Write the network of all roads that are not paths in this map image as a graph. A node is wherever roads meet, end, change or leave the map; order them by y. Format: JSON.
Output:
----------
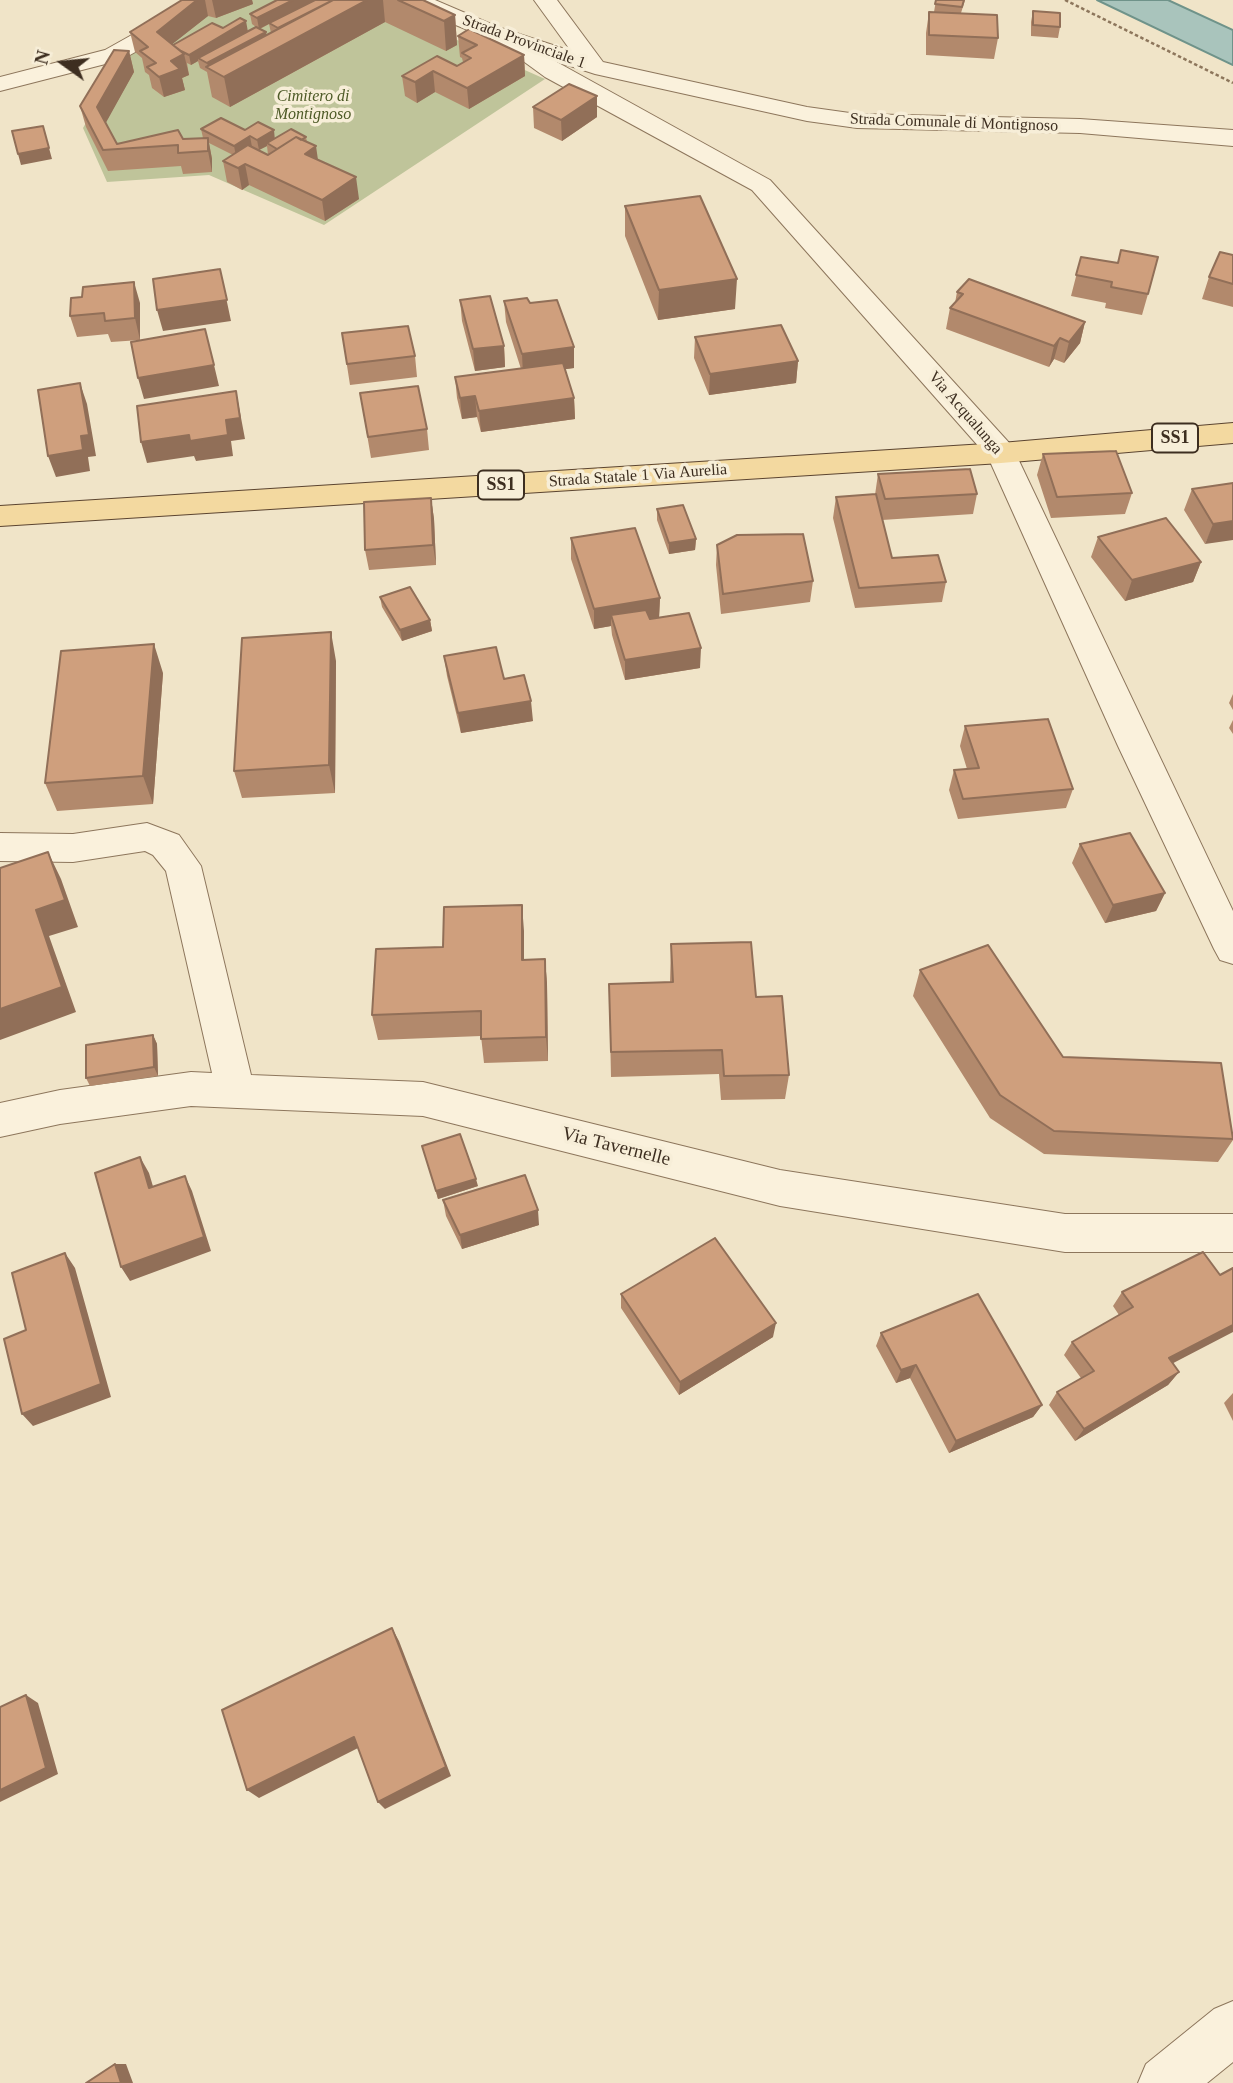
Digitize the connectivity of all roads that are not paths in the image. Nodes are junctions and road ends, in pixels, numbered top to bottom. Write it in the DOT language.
----------
What to do → Among the lines above, which contain the word "Write"? Copy every one.

Answer space →
Write the network of all roads that are not paths in this map image as a graph. A node is wherever roads meet, end, change or leave the map; order them by y. Format: JSON.
Digitize the connectivity of all roads that are not paths in the image. Nodes are junctions and road ends, in pixels, numbered top to bottom. Write it in the DOT language.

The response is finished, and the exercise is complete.